3/4/14 - Acquisition - Hartford, Wadsworth Atheneum - L’Atheneum Museum a acheté, par l’intermédiaire de Christie’s New York, un Autoportrait au luth d’Artemisia Gentileschi. Si les tableaux attribués à cet artiste font souvent l’objet de débats entre les différents spécialistes, celui-ci, redécouvert en 1998, semble faire l’unanimité autour de lui. Il a été publié par Gianni Papi en 2000 et a figuré dans la rétrospective de 2011 et 2012 à Milan et à Paris au Musée Maillol par Roberto Contini et Francesco Solinas. Il s’agit d’une œuvre peinte vers 1617-1618 pendant le séjour d’Artemisia à Florence, peut-être une commande de Côme II de Médicis, mentionnée en 1638 dans l’inventaire de la villa médicéenne d’Artimino où elle est décrite comme « le portrait d’Artimisia [sic] de sa main qui joue du luth ». Les dimensions correspondent parfaitement.

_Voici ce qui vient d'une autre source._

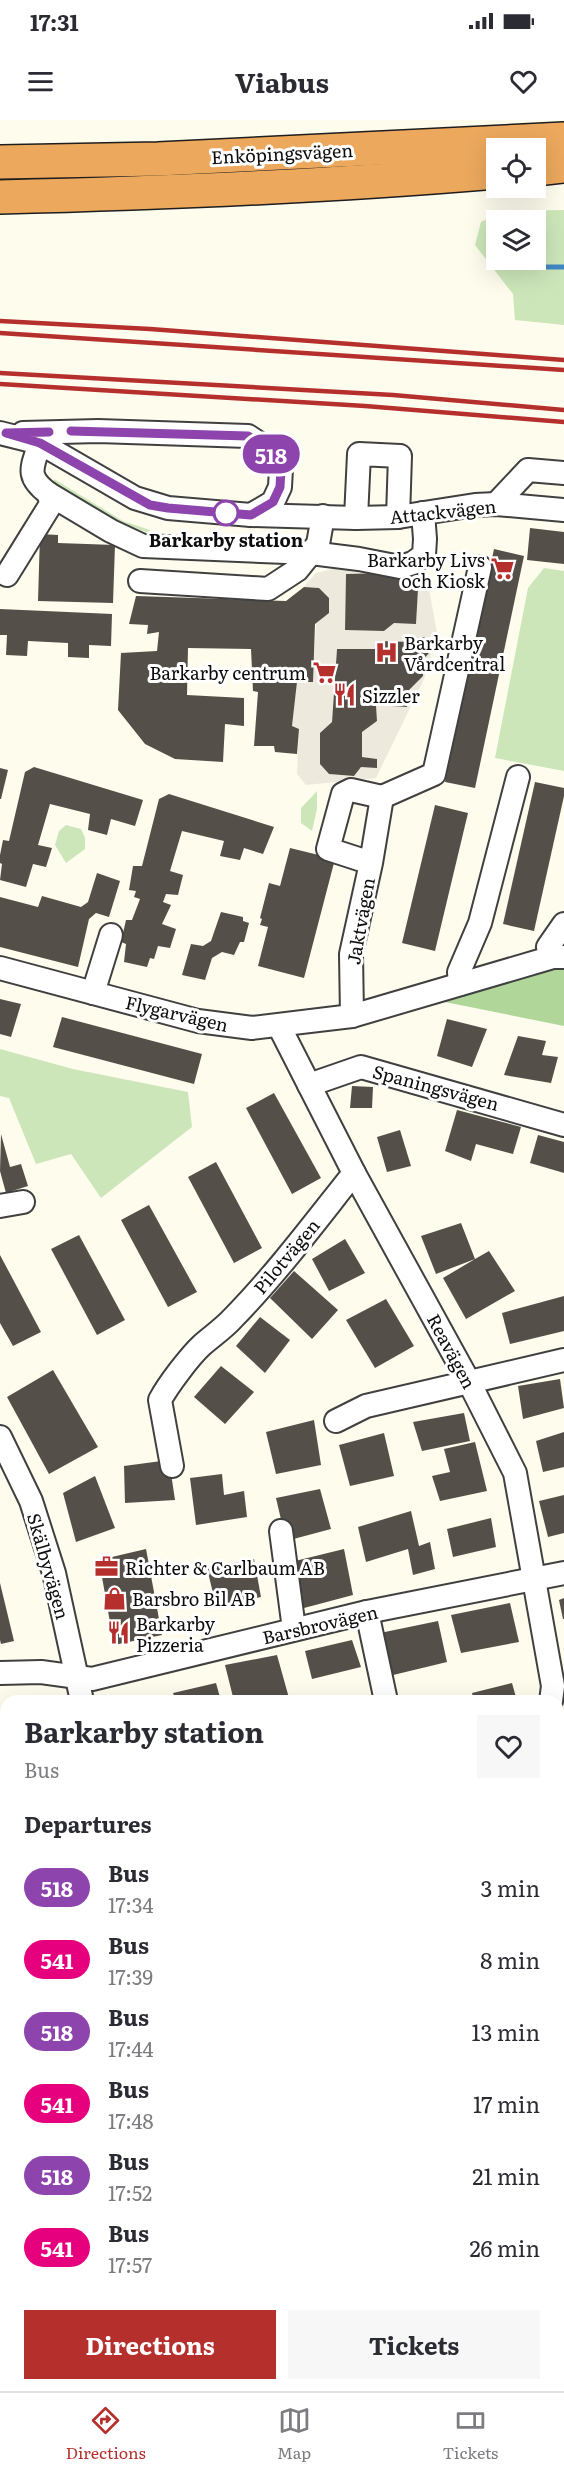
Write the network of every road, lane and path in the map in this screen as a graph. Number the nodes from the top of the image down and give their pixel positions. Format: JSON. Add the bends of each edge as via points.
{"nodes":[{"id":1,"x":564,"y":139,"type":"edge"},
{"id":2,"x":0,"y":162,"type":"edge"},
{"id":3,"x":564,"y":166,"type":"edge"},
{"id":4,"x":546,"y":168,"type":"edge"},
{"id":5,"x":486,"y":173,"type":"edge"},
{"id":6,"x":0,"y":197,"type":"edge"},
{"id":7,"x":3,"y":433,"type":"edge"},
{"id":8,"x":40,"y":443,"type":"junction"},
{"id":9,"x":564,"y":473,"type":"edge"},
{"id":10,"x":49,"y":494,"type":"junction"},
{"id":11,"x":496,"y":504,"type":"junction"},
{"id":12,"x":564,"y":510,"type":"edge"},
{"id":13,"x":423,"y":513,"type":"junction"},
{"id":14,"x":251,"y":515,"type":"junction"},
{"id":15,"x":323,"y":516,"type":"junction"},
{"id":16,"x":356,"y":518,"type":"junction"},
{"id":17,"x":398,"y":518,"type":"junction"},
{"id":18,"x":311,"y":553,"type":"junction"},
{"id":19,"x":480,"y":567,"type":"dead end"},
{"id":20,"x":7,"y":575,"type":"dead end"},
{"id":21,"x":140,"y":581,"type":"dead end"},
{"id":22,"x":518,"y":777,"type":"dead end"},
{"id":23,"x":382,"y":797,"type":"junction"},
{"id":24,"x":371,"y":863,"type":"junction"},
{"id":25,"x":564,"y":924,"type":"edge"},
{"id":26,"x":111,"y":935,"type":"dead end"},
{"id":27,"x":558,"y":957,"type":"edge"},
{"id":28,"x":0,"y":968,"type":"edge"},
{"id":29,"x":460,"y":984,"type":"junction"},
{"id":30,"x":93,"y":993,"type":"junction"},
{"id":31,"x":352,"y":1016,"type":"junction"},
{"id":32,"x":279,"y":1026,"type":"junction"},
{"id":33,"x":309,"y":1084,"type":"junction"},
{"id":34,"x":564,"y":1125,"type":"edge"},
{"id":35,"x":354,"y":1173,"type":"junction"},
{"id":36,"x":23,"y":1202,"type":"dead end"},
{"id":37,"x":0,"y":1206,"type":"edge"},
{"id":38,"x":564,"y":1360,"type":"edge"},
{"id":39,"x":469,"y":1382,"type":"junction"},
{"id":40,"x":336,"y":1421,"type":"dead end"},
{"id":41,"x":0,"y":1437,"type":"edge"},
{"id":42,"x":172,"y":1466,"type":"dead end"},
{"id":43,"x":281,"y":1531,"type":"dead end"},
{"id":44,"x":564,"y":1573,"type":"edge"},
{"id":45,"x":535,"y":1580,"type":"junction"},
{"id":46,"x":367,"y":1612,"type":"junction"},
{"id":47,"x":294,"y":1629,"type":"junction"},
{"id":48,"x":0,"y":1673,"type":"edge"},
{"id":49,"x":77,"y":1678,"type":"junction"},
{"id":50,"x":81,"y":1695,"type":"edge"},
{"id":51,"x":385,"y":1695,"type":"edge"},
{"id":52,"x":552,"y":1695,"type":"edge"}],
"edges":[{"from":1,"to":2,"type":"highway","name":"Enköpingsvägen","via":[[158,159]]},
{"from":3,"to":4,"type":"highway"},
{"from":5,"to":6,"type":"highway","name":"Enköpingsvägen","via":[[346,184]]},
{"from":7,"to":8,"type":"street","name":"Attackvägen"},
{"from":7,"to":14,"type":"street","via":[[98,431],[248,436],[268,450],[281,468],[280,487],[273,502]]},
{"from":8,"to":10,"type":"street","via":[[32,471],[36,484]]},
{"from":8,"to":14,"type":"street","name":"Attackvägen","via":[[150,505]]},
{"from":9,"to":11,"type":"street","via":[[528,470]]},
{"from":10,"to":18,"type":"street","via":[[143,546]]},
{"from":10,"to":20,"type":"street","via":[[51,504]]},
{"from":11,"to":12,"type":"street","name":"Attackvägen"},
{"from":11,"to":13,"type":"street","name":"Attackvägen"},
{"from":13,"to":17,"type":"street","name":"Attackvägen"},
{"from":13,"to":18,"type":"street","via":[[424,555],[413,563],[400,567]]},
{"from":14,"to":15,"type":"street","name":"Attackvägen"},
{"from":15,"to":16,"type":"street","name":"Attackvägen"},
{"from":15,"to":18,"type":"street","via":[[318,544]]},
{"from":16,"to":17,"type":"street","name":"Attackvägen"},
{"from":16,"to":17,"type":"street","via":[[359,454],[400,456]]},
{"from":18,"to":21,"type":"street","via":[[297,570],[268,589]]},
{"from":19,"to":23,"type":"street","via":[[434,774]]},
{"from":22,"to":29,"type":"street","via":[[480,924],[459,972]]},
{"from":23,"to":24,"type":"street","name":"Jaktvägen"},
{"from":23,"to":24,"type":"street","name":"Jaktvägen","via":[[351,790],[343,794],[328,849]]},
{"from":24,"to":31,"type":"street","name":"Jaktvägen","via":[[351,954]]},
{"from":25,"to":27,"type":"street","via":[[548,946]]},
{"from":26,"to":30,"type":"street"},
{"from":27,"to":29,"type":"street","name":"Flygarvägen"},
{"from":28,"to":30,"type":"street","name":"Flygarvägen"},
{"from":29,"to":31,"type":"street","name":"Flygarvägen"},
{"from":30,"to":32,"type":"street","name":"Flygarvägen","via":[[198,1021],[252,1028]]},
{"from":31,"to":32,"type":"street","name":"Flygarvägen"},
{"from":32,"to":33,"type":"street","name":"Reavägen"},
{"from":33,"to":34,"type":"street","name":"Spaningsvägen","via":[[361,1067]]},
{"from":33,"to":35,"type":"street","name":"Reavägen"},
{"from":35,"to":39,"type":"street","name":"Reavägen"},
{"from":35,"to":42,"type":"street","name":"Pilotvägen","via":[[282,1262],[216,1336],[201,1345],[167,1387],[160,1400]]},
{"from":36,"to":37,"type":"street"},
{"from":38,"to":39,"type":"street"},
{"from":39,"to":40,"type":"street","via":[[366,1406]]},
{"from":39,"to":45,"type":"street","name":"Reavägen","via":[[515,1473]]},
{"from":41,"to":49,"type":"street","name":"Skälbyvägen","via":[[31,1501],[54,1573]]},
{"from":43,"to":47,"type":"street"},
{"from":44,"to":45,"type":"street","name":"Barsbrovägen"},
{"from":45,"to":46,"type":"street","name":"Barsbrovägen"},
{"from":45,"to":52,"type":"street","name":"Reavägen"},
{"from":46,"to":47,"type":"street","name":"Barsbrovägen"},
{"from":46,"to":51,"type":"street"},
{"from":47,"to":49,"type":"street","name":"Barsbrovägen","via":[[92,1679]]},
{"from":48,"to":49,"type":"street","name":"Barsbrovägen","via":[[40,1672]]},
{"from":49,"to":50,"type":"street","name":"Skälbyvägen"}]}
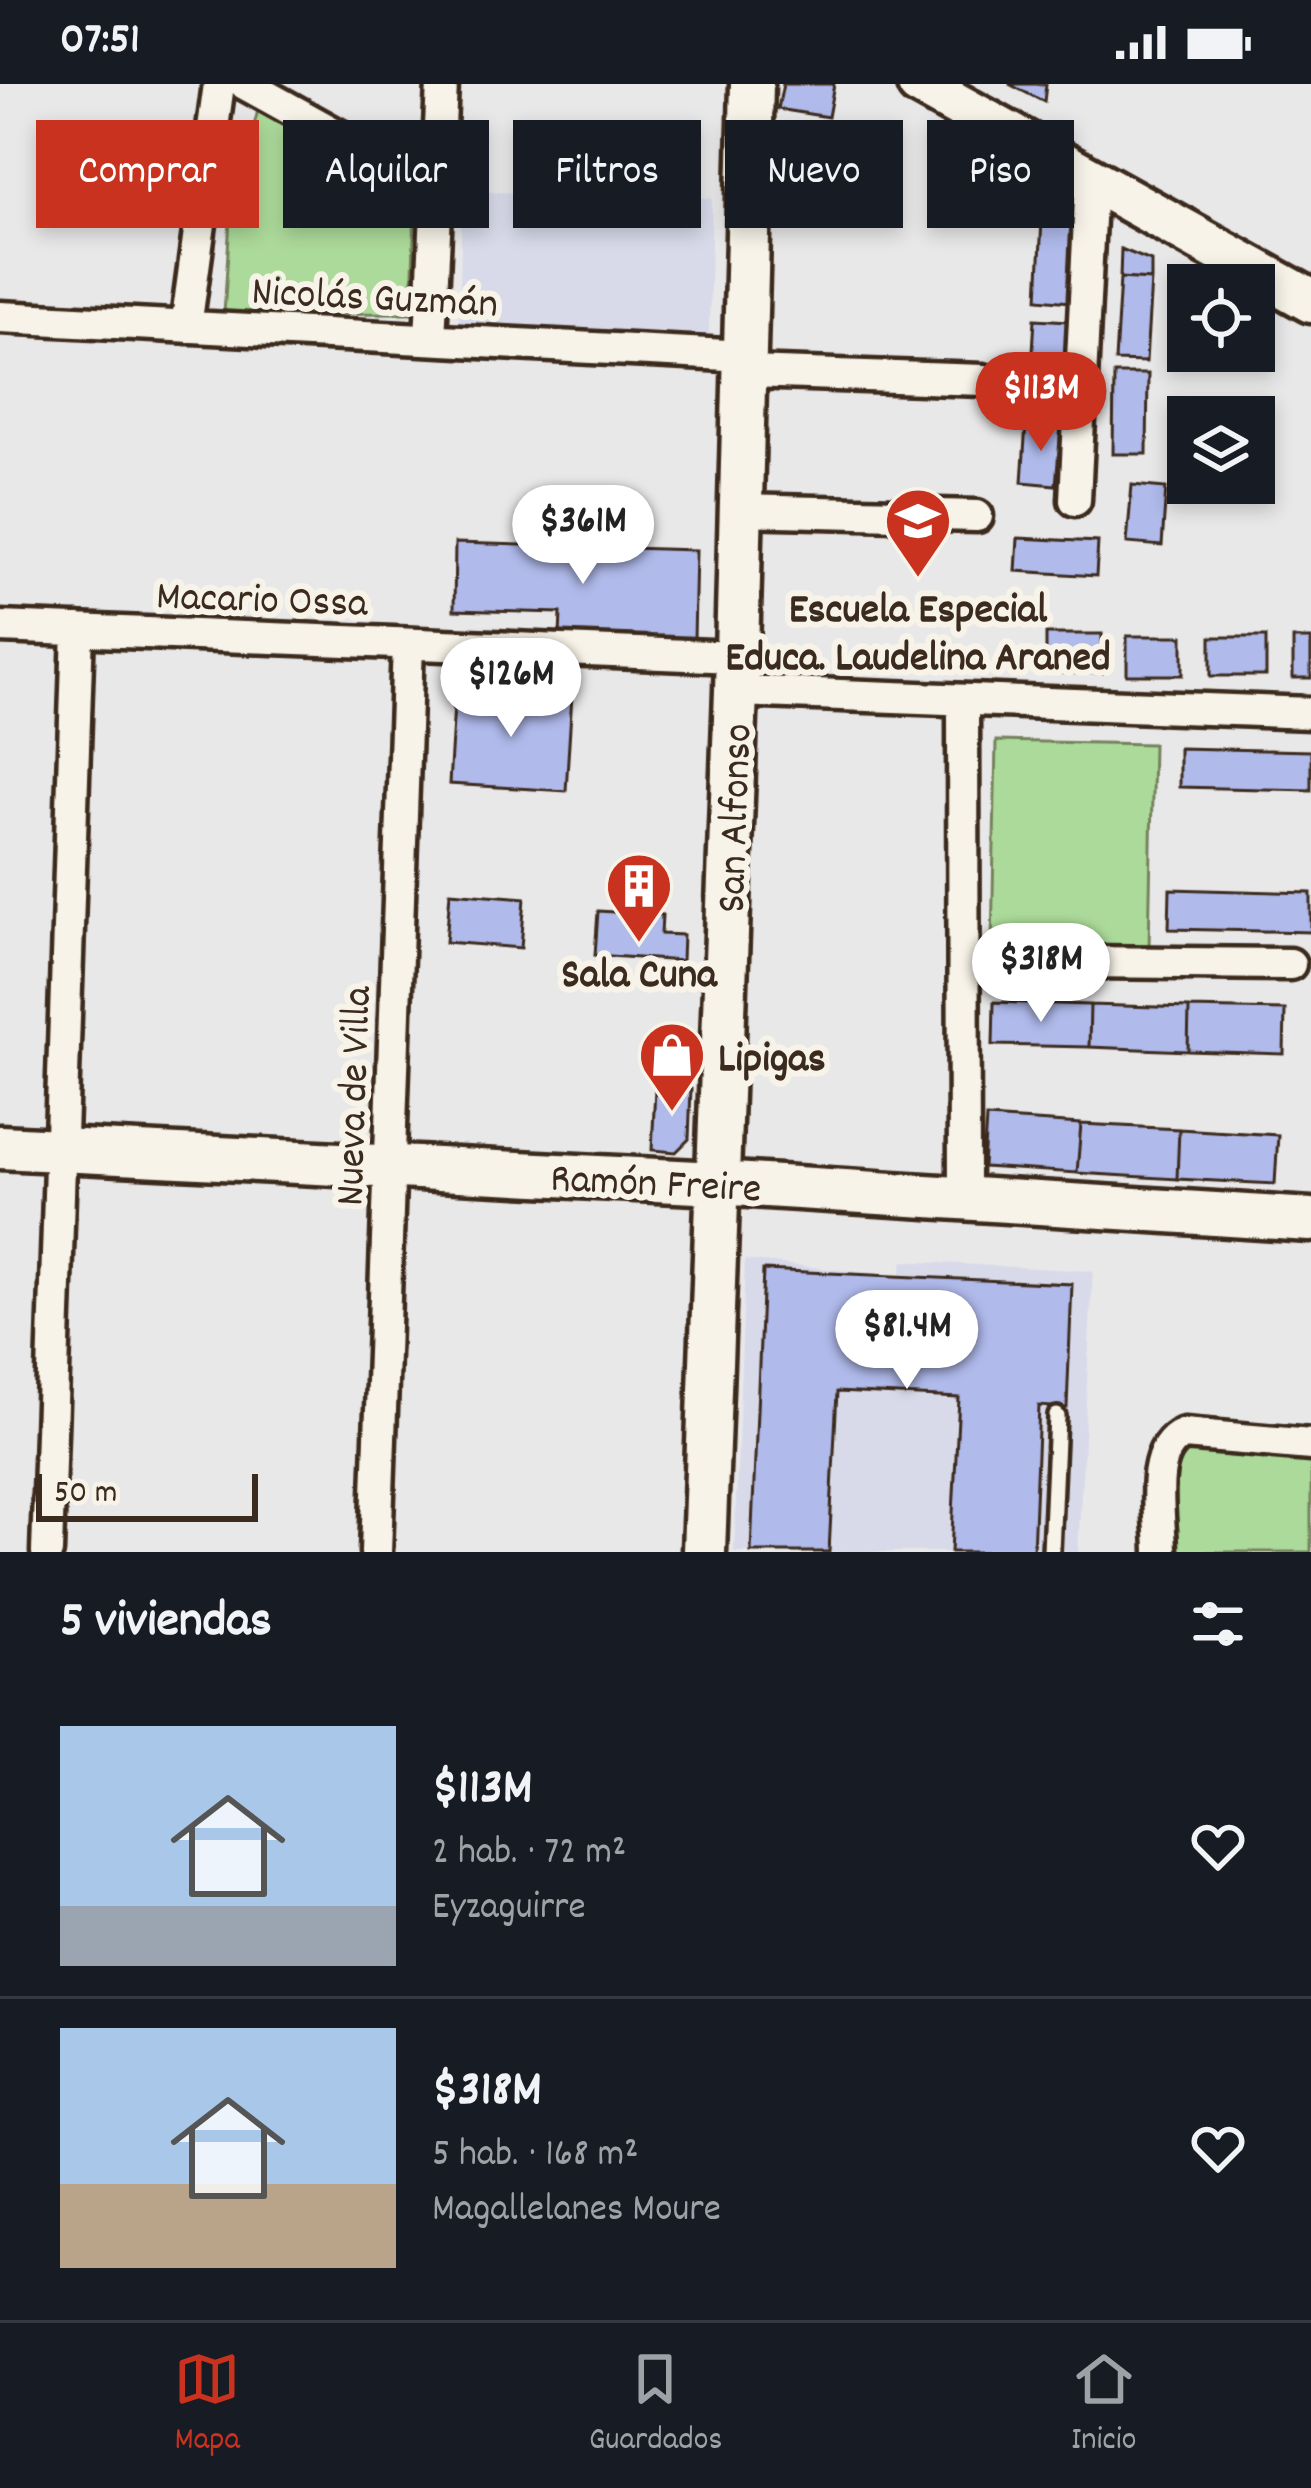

Les joueurs ou joueuses de luth sont des classiques de la peinture caravagesque. Pour ne citer que des acquisitions récentes dont nous avons parlé sur ce site, on peut prendre pour exemple le Valentin de Boulogne acquis par le Met en 2008, le Ter Brugghen entré en 2010 au Fitzwilliam Museum ou le Honthorst acheté l’an dernier par Montréal. On connaît au moins un autre tableau sûr d’Artemisia représentant ce sujet, conservé à la Galleria Spada à Rome, parfois considéré comme une Sainte Cécile, tandis que l’exposition du Musée Maillol montrait deux autres joueuses de luth dont l’attribution n’était cependant pas certaine. L’autoportrait le plus célèbre de l’artiste est celui des collections royales britanniques où elle se représente en allégorie de la peinture.

L’œuvre ne sera pas accrochée avant l’année prochaine avec la collection de peintures européennes lors de la réouverture du Morgan Memorial Building qui fait actuellement l’objet de travaux de rénovation. Elle a pu être acquise grâce à un fonds de dotation créé à partir du don récent par Charles H. Schwartz de 9,6 millions de dollars.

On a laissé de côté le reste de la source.